# [SOLVED] dhcpcd complains incessantly since update

## bssteph

I upgraded to the latest x86 stable dhcpcd (3.0.16) when it was keyworded x86 and recently restarted my running dhcpcd. Ever since then I have been getting flooded with messages such as these in my syslog:

```
Apr 11 00:09:28 kaylee dhcpcd[2162]: eth0: ignoring packet with xid 605093888 as it's not ours (617566766)

Apr 11 00:09:29 kaylee dhcpcd[2162]: eth0: ignoring packet with xid 1040056063 as it's not ours (617566766)

Apr 11 00:09:29 kaylee dhcpcd[2162]: eth0: ignoring packet with xid 1040056063 as it's not ours (617566766)

Apr 11 00:09:32 kaylee dhcpcd[2162]: eth0: ignoring packet with xid -1031143425 as it's not ours (617566766)
```

On and on. My syslog is emailed to me every hour, and thanks to dhcpcd most of these emails are ~250 KB per hour. Every now and then, dhcpcd will renew its lease and be silent for a couple hours, but it eventually starts complaining again.

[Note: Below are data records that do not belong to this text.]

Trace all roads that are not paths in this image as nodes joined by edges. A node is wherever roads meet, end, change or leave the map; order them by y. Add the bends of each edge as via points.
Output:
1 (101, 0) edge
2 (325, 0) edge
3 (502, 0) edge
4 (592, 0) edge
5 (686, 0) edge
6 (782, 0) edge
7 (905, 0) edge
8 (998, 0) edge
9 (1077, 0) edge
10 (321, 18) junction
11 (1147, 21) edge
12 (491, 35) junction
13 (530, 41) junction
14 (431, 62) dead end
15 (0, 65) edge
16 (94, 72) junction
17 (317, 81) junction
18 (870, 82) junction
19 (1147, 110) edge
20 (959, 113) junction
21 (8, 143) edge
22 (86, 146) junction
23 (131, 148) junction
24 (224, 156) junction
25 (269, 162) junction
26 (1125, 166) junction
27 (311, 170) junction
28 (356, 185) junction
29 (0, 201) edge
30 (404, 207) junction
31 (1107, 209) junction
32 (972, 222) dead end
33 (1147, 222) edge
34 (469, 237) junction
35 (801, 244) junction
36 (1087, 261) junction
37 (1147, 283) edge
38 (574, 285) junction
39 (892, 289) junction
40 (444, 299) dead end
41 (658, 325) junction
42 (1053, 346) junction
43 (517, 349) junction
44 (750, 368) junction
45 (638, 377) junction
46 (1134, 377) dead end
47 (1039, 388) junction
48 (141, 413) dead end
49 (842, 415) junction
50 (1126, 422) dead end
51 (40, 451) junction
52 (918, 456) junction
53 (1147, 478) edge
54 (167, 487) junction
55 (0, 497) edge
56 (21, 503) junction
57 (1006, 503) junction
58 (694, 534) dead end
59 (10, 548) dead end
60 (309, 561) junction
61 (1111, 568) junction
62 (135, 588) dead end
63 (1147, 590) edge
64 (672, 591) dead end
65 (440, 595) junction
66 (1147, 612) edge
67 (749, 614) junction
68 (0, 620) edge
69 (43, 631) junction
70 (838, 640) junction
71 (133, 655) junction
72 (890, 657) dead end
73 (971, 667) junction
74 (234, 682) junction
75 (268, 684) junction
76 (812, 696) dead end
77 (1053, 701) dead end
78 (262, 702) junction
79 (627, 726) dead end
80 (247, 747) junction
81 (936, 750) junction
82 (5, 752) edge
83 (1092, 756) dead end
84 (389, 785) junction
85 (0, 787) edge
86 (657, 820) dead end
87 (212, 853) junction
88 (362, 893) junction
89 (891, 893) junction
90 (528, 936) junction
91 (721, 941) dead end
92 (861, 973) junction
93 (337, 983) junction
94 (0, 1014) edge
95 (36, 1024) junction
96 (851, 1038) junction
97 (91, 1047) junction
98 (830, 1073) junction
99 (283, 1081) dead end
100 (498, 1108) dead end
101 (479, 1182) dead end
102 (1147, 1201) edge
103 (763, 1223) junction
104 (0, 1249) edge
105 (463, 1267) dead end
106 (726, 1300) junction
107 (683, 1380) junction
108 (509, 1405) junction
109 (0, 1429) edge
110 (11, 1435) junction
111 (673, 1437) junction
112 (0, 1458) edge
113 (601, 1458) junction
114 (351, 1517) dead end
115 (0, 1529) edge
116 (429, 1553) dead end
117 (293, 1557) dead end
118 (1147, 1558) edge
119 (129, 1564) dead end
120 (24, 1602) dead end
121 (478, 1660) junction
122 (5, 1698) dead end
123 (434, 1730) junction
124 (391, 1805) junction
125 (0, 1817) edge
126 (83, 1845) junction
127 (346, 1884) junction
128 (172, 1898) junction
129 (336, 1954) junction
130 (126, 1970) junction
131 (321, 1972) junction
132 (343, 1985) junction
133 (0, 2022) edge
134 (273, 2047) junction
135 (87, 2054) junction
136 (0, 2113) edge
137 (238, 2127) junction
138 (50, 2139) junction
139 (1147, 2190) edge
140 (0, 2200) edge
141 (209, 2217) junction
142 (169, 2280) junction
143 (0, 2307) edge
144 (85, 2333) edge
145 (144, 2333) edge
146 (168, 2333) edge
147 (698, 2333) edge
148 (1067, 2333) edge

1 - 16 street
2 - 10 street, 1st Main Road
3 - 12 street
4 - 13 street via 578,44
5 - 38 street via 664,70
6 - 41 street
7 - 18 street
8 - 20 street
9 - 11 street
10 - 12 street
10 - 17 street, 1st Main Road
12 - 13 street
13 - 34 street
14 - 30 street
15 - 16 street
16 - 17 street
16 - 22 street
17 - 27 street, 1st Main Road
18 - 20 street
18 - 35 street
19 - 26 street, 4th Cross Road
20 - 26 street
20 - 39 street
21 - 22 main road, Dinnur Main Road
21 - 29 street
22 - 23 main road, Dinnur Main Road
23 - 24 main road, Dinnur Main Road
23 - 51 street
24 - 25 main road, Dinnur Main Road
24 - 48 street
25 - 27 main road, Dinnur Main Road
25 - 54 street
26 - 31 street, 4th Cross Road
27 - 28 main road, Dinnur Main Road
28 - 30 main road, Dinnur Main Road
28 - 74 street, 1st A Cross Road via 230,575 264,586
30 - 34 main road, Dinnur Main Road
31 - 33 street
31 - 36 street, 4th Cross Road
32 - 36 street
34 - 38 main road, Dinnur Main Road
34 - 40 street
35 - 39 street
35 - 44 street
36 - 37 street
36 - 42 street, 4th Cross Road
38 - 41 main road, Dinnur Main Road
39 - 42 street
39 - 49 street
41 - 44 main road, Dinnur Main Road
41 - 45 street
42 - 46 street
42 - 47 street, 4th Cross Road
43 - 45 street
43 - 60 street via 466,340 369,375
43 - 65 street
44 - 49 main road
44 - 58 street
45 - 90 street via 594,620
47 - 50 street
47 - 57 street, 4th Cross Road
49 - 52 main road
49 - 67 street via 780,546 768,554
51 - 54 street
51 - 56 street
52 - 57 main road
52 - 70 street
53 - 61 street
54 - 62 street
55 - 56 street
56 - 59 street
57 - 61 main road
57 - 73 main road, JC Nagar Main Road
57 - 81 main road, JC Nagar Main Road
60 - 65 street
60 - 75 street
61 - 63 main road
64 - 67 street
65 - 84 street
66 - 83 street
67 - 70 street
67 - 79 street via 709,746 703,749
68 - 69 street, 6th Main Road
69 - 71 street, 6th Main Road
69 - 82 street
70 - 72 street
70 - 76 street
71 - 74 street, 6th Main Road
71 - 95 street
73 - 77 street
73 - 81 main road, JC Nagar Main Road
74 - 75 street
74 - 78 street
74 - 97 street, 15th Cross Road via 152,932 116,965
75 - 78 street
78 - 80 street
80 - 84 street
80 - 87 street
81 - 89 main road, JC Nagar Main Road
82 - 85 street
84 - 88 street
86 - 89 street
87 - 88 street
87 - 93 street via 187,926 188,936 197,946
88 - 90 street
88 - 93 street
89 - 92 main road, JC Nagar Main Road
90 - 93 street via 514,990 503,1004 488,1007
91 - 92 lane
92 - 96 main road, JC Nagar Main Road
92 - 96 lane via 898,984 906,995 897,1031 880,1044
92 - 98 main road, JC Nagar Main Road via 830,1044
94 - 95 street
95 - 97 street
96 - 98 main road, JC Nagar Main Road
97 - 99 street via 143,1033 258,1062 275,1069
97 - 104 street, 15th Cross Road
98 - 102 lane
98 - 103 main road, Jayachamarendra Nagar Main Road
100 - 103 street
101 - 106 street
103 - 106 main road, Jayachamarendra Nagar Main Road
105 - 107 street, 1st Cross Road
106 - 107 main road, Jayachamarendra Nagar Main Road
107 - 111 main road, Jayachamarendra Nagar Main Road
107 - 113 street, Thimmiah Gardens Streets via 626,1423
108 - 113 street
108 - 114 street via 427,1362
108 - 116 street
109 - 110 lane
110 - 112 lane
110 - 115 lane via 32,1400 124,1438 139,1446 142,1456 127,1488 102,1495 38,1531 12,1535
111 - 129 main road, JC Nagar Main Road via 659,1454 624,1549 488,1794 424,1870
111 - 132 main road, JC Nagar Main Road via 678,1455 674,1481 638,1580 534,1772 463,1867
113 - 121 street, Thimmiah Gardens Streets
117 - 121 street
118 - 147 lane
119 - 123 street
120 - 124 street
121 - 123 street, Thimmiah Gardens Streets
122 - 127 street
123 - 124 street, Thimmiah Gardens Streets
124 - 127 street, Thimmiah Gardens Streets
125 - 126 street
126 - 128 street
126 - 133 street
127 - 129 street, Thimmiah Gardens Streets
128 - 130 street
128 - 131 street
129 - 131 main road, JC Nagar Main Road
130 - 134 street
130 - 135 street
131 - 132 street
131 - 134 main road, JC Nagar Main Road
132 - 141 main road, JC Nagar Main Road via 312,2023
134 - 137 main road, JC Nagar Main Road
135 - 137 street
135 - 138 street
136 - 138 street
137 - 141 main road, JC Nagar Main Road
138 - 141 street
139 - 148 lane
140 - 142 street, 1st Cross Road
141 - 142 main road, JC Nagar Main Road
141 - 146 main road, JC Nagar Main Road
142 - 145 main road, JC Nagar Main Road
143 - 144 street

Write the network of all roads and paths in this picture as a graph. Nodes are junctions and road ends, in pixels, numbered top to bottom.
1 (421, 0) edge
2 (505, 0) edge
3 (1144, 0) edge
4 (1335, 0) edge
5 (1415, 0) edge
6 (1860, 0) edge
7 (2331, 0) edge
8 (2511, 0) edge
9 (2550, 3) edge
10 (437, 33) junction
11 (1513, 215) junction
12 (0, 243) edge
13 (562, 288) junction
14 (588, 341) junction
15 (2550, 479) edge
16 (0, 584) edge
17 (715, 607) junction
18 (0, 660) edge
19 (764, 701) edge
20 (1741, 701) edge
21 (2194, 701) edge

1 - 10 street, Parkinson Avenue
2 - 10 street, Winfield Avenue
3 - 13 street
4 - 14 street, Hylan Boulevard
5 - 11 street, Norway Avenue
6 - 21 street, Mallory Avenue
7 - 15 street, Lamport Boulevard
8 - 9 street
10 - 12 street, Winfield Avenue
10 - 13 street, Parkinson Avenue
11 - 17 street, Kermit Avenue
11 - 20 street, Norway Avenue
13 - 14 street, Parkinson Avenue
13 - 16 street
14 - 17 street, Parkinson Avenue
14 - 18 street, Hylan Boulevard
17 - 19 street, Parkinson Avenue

I have not yet rebuilt/restarted dhcpcd because the outage would be disruptive (unless dhcpcd can be sent a signal to restart without bringing down eth0), but what's going on? The above messages and the lease information (neither of which I remember seeing before) almost looks like debug output, did that get flagged on in the ebuild or something?Last edited by bssteph on Sat Apr 14, 2007 10:02 am; edited 1 time in total

----------

## UberLord

Yes, that should be a debugging message. The next version of dhcpcd will correct that, sorry.

----------

## dspahn

I had a similar issue previously that prevented dhcpcd from obtaining a lease. I emerged it with USE=-debug and it fixed the problem.

----------

## UberLord

This version doesn't have that USE flag, and the issue is different.

----------

## bssteph

 *UberLord wrote:*   

> Yes, that should be a debugging message. The next version of dhcpcd will correct that, sorry.

 

It's cool.

Good to know it's not my otherwise flaky cable modem. ;)

----------

## UberLord

And dhcpcd-3.0.17 is now out, which fixes this amongst other things  :Smile: 

----------

## bssteph

And indeed it did fix it. Thanks.

----------